## ACTIVITY
Copy each line of the material beneath that holds the word "Кондинская".

## DATASET CONTENT
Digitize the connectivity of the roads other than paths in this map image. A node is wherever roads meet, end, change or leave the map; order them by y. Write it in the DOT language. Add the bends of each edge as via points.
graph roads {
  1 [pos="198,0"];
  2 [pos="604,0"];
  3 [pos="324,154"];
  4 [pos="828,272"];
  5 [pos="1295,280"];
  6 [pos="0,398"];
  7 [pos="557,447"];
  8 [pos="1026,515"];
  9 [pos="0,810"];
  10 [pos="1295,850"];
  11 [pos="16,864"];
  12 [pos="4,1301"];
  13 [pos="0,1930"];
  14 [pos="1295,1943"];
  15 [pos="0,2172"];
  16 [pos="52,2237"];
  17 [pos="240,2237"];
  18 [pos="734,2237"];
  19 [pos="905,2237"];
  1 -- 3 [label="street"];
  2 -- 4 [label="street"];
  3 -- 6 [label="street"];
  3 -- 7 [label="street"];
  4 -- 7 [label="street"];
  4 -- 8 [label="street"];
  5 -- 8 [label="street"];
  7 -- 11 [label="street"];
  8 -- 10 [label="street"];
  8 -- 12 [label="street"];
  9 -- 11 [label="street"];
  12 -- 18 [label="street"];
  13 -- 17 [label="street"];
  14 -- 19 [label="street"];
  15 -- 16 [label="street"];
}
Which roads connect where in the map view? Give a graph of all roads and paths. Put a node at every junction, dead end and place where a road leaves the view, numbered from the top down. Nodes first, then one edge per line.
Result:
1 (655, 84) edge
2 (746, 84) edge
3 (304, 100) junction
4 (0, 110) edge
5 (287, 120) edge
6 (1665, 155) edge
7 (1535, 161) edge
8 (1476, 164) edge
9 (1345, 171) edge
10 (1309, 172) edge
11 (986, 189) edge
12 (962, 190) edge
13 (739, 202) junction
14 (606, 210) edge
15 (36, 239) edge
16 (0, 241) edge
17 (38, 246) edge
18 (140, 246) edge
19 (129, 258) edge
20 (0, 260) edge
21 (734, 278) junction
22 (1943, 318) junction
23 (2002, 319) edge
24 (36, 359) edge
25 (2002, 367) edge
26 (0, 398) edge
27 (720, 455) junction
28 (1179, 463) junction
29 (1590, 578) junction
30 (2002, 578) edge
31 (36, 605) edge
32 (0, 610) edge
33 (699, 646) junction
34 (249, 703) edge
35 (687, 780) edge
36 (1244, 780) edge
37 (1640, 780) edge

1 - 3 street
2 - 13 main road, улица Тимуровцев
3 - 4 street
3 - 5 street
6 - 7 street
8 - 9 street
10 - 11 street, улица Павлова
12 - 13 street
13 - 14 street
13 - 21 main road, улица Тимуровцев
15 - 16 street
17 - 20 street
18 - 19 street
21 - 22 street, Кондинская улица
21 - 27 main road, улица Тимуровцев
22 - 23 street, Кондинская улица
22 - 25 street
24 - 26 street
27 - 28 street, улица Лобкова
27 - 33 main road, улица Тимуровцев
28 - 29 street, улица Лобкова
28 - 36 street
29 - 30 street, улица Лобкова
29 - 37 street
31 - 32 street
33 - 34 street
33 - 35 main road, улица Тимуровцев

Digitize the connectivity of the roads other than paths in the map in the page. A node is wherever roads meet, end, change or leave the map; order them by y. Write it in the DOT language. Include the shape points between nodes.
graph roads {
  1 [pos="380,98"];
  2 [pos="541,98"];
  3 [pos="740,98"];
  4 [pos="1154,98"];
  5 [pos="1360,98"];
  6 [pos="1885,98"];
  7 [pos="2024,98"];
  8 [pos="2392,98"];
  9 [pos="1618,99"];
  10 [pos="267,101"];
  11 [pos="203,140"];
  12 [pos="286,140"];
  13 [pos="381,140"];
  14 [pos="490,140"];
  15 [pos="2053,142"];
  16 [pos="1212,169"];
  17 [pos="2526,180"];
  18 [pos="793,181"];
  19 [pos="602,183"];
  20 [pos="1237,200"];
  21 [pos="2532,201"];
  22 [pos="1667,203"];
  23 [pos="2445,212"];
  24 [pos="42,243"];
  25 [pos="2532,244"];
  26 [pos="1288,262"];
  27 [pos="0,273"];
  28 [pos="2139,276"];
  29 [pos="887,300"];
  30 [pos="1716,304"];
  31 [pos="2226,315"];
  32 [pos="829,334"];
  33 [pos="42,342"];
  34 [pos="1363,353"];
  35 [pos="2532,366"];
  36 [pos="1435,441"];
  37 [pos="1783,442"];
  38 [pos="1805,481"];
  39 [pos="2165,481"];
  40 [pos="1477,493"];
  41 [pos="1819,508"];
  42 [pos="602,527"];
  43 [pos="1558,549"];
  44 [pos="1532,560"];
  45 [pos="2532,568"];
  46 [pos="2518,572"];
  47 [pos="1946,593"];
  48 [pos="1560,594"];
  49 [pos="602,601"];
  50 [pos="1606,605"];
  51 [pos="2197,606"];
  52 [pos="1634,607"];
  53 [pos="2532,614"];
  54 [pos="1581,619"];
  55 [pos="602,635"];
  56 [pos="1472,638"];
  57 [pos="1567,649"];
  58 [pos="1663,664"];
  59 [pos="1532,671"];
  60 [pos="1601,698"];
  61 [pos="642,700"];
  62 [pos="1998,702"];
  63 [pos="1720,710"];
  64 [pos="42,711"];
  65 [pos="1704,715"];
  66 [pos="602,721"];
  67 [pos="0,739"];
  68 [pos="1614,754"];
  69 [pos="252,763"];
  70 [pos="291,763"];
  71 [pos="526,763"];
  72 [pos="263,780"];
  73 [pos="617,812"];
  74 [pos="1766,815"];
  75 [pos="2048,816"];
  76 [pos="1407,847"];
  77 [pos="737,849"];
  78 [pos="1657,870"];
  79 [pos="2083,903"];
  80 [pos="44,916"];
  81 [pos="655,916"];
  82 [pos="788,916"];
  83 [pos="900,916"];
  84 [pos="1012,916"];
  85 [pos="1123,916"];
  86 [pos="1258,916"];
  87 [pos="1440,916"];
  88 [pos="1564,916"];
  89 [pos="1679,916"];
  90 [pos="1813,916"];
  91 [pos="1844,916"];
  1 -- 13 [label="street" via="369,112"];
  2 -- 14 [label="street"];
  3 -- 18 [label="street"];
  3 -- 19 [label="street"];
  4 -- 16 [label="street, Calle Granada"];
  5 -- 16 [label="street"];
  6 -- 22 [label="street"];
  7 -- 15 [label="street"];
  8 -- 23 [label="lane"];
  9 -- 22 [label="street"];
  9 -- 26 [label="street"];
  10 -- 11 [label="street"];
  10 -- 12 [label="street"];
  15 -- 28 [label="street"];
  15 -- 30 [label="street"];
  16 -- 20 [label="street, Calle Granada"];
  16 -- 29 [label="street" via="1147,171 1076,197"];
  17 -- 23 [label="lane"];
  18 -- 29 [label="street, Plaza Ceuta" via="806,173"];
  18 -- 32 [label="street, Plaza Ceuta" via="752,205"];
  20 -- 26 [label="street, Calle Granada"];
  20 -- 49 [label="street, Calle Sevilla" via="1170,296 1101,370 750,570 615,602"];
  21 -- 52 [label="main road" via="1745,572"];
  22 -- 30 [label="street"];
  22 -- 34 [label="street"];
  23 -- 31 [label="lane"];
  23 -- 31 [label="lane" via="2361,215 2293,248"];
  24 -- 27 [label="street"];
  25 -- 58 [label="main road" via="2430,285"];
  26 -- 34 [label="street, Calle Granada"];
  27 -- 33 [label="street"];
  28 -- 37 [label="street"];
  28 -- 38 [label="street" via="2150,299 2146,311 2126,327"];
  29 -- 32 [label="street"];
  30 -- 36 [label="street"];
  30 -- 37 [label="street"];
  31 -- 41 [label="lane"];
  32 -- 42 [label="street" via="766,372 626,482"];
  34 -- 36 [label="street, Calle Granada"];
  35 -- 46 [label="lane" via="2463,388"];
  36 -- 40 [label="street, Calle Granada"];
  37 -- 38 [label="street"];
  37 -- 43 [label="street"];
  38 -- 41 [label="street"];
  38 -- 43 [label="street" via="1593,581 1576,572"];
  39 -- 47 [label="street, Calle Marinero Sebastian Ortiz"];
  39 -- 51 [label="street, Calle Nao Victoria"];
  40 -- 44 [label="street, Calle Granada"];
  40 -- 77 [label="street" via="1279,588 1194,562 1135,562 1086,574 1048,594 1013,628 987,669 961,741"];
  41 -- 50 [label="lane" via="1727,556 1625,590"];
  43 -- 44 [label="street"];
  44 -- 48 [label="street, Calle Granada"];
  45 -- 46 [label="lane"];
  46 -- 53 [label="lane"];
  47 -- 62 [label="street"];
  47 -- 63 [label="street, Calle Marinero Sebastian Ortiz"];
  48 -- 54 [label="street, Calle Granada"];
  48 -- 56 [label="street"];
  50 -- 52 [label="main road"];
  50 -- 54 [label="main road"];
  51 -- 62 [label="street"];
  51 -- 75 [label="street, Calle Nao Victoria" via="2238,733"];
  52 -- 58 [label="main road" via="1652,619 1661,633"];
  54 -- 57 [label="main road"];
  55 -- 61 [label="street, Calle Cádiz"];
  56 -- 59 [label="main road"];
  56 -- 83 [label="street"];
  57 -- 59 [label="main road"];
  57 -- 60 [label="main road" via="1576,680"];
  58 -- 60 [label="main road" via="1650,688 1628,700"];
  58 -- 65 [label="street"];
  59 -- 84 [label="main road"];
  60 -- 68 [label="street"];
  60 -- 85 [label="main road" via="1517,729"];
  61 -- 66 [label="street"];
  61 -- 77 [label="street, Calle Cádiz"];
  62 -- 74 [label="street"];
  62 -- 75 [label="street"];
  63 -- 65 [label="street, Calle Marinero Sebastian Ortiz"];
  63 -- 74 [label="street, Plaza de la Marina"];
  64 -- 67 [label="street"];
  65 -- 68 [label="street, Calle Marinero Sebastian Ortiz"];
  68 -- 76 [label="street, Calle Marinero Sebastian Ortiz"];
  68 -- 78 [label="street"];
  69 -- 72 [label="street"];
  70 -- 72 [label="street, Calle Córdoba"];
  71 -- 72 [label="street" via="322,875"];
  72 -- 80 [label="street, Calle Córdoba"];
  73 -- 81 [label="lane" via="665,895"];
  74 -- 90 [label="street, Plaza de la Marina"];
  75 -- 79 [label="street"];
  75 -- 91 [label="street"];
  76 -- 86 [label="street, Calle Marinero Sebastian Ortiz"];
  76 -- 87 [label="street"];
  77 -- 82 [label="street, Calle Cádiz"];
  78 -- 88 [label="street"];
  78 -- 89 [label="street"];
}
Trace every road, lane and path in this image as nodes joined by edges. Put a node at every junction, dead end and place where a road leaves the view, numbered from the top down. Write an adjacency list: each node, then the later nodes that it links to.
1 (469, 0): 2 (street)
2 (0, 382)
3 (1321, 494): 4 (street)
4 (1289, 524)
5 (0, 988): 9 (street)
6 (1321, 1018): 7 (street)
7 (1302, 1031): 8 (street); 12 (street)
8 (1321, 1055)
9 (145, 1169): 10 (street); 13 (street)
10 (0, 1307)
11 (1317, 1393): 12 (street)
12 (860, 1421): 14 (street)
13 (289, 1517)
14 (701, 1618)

## TASK RESPONSE
21 - 22 street, Кондинская улица
22 - 23 street, Кондинская улица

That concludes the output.